At this last tab of the TRIP interface, all main steps of the analysis are given, including the Preselection, Selection and Pipeline sections (Subheadings 5.15.3). The overview can be downloaded in pdf format. Furthermore, TRIP provides the user with the option to download all the output tables from every step of the analysis. Each table, though, can be downloaded separately, too, from its corresponding tab.

5.3.16 Dependencies

In the TRIP tool pipeline, different steps can be run independently.
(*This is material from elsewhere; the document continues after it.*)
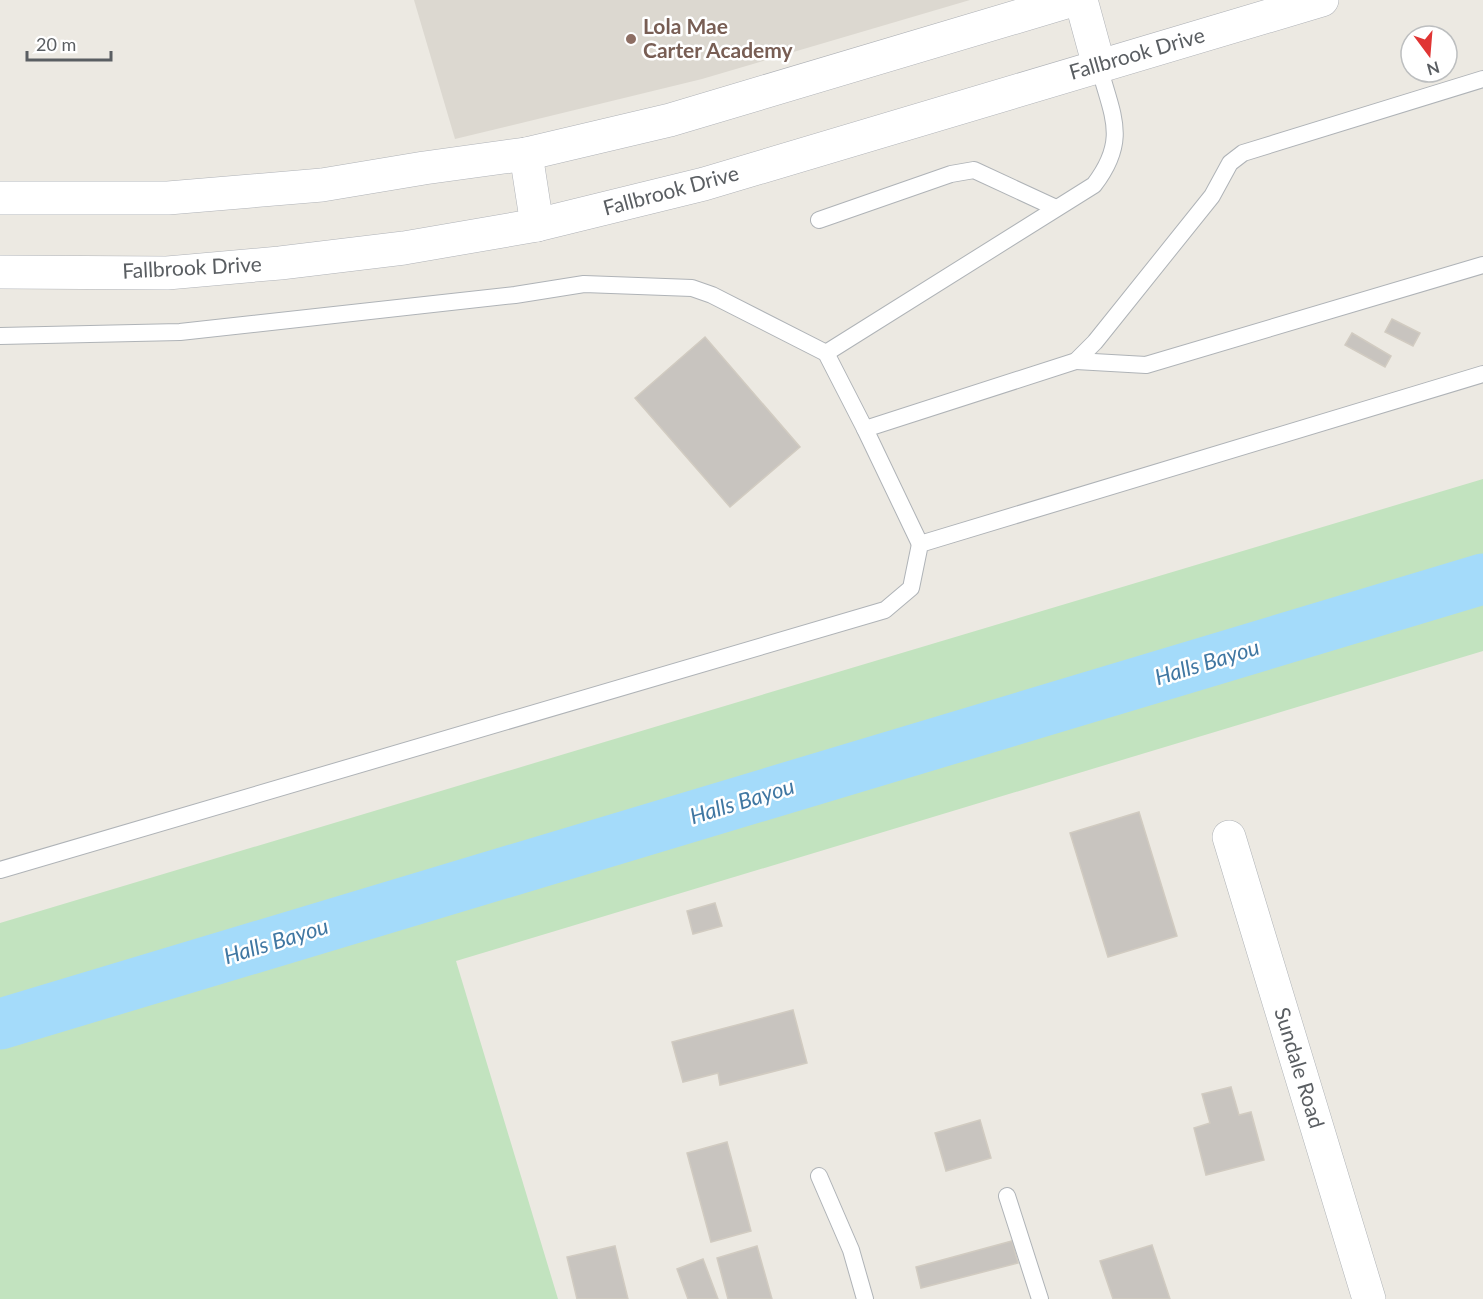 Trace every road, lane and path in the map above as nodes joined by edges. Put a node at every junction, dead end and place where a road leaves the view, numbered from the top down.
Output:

However, there are some dependencies:

  1. 1.

    It is necessary to select the option “Clonotype computation” in order to apply the following types of analysis:

    1. (a)

      “Highly similar Clonotypes computation.”

    2. (b)

      “Repertoires Extraction”. In the case that the “Highly Similar Clonotypes Computation” has been selected, the repertoires will be extracted for both the total clonotypes and the merged clonotypes.

    3. (c)

      “Alignment” using the option “Select top N clonotypes.”

    4. (d)

      “Mutations” using the options “Select top N clonotypes” or “Select clonotypes separately.”

    5. (e)

      “Logo” using the “Select top N clonotypes” option.

  2. 2.

    The “Somatic hypermutation status” is applied using the groups that have been selected using the “Insert identity groups” option.

  3. 3.

    If both “Alignment” and “Clonotypes computation” have been selected, the cluster ID in the alignment table is the same as the one in the Clonotype table. Otherwise, all elements in the “cluster_ID” column of the alignment table will be set to 0.

  4. 4.

    To apply “Mutations,” “Alignment” should have run previously, using the “AA or Nt” option. The Mutation table is computed based on the grouped alignment table.